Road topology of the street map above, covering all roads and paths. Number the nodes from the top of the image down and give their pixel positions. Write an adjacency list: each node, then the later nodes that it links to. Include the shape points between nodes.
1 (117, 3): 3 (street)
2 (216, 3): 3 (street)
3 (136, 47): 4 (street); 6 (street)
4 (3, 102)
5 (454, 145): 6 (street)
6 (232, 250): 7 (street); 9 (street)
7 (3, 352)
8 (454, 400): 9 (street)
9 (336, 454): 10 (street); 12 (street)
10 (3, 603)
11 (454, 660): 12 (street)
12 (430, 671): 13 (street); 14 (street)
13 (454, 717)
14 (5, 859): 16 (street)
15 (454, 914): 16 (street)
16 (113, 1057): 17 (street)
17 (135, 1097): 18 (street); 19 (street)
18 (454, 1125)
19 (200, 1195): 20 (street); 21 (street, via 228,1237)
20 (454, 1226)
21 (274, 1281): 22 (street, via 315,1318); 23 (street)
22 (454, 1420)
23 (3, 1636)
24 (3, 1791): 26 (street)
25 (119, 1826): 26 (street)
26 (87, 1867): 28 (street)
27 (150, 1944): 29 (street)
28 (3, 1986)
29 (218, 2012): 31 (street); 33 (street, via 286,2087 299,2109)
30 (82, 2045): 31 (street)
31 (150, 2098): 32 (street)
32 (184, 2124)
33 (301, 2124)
--------------------------------
■ Work instructions ■
Word for word, write out every entry shown above.

■ Output for this exercise ■
Road topology of the street map above, covering all roads and paths. Number the nodes from the top of the image down and give their pixel positions. Write an adjacency list: each node, then the later nodes that it links to. Include the shape points between nodes.
1 (117, 3): 3 (street)
2 (216, 3): 3 (street)
3 (136, 47): 4 (street); 6 (street)
4 (3, 102)
5 (454, 145): 6 (street)
6 (232, 250): 7 (street); 9 (street)
7 (3, 352)
8 (454, 400): 9 (street)
9 (336, 454): 10 (street); 12 (street)
10 (3, 603)
11 (454, 660): 12 (street)
12 (430, 671): 13 (street); 14 (street)
13 (454, 717)
14 (5, 859): 16 (street)
15 (454, 914): 16 (street)
16 (113, 1057): 17 (street)
17 (135, 1097): 18 (street); 19 (street)
18 (454, 1125)
19 (200, 1195): 20 (street); 21 (street, via 228,1237)
20 (454, 1226)
21 (274, 1281): 22 (street, via 315,1318); 23 (street)
22 (454, 1420)
23 (3, 1636)
24 (3, 1791): 26 (street)
25 (119, 1826): 26 (street)
26 (87, 1867): 28 (street)
27 (150, 1944): 29 (street)
28 (3, 1986)
29 (218, 2012): 31 (street); 33 (street, via 286,2087 299,2109)
30 (82, 2045): 31 (street)
31 (150, 2098): 32 (street)
32 (184, 2124)
33 (301, 2124)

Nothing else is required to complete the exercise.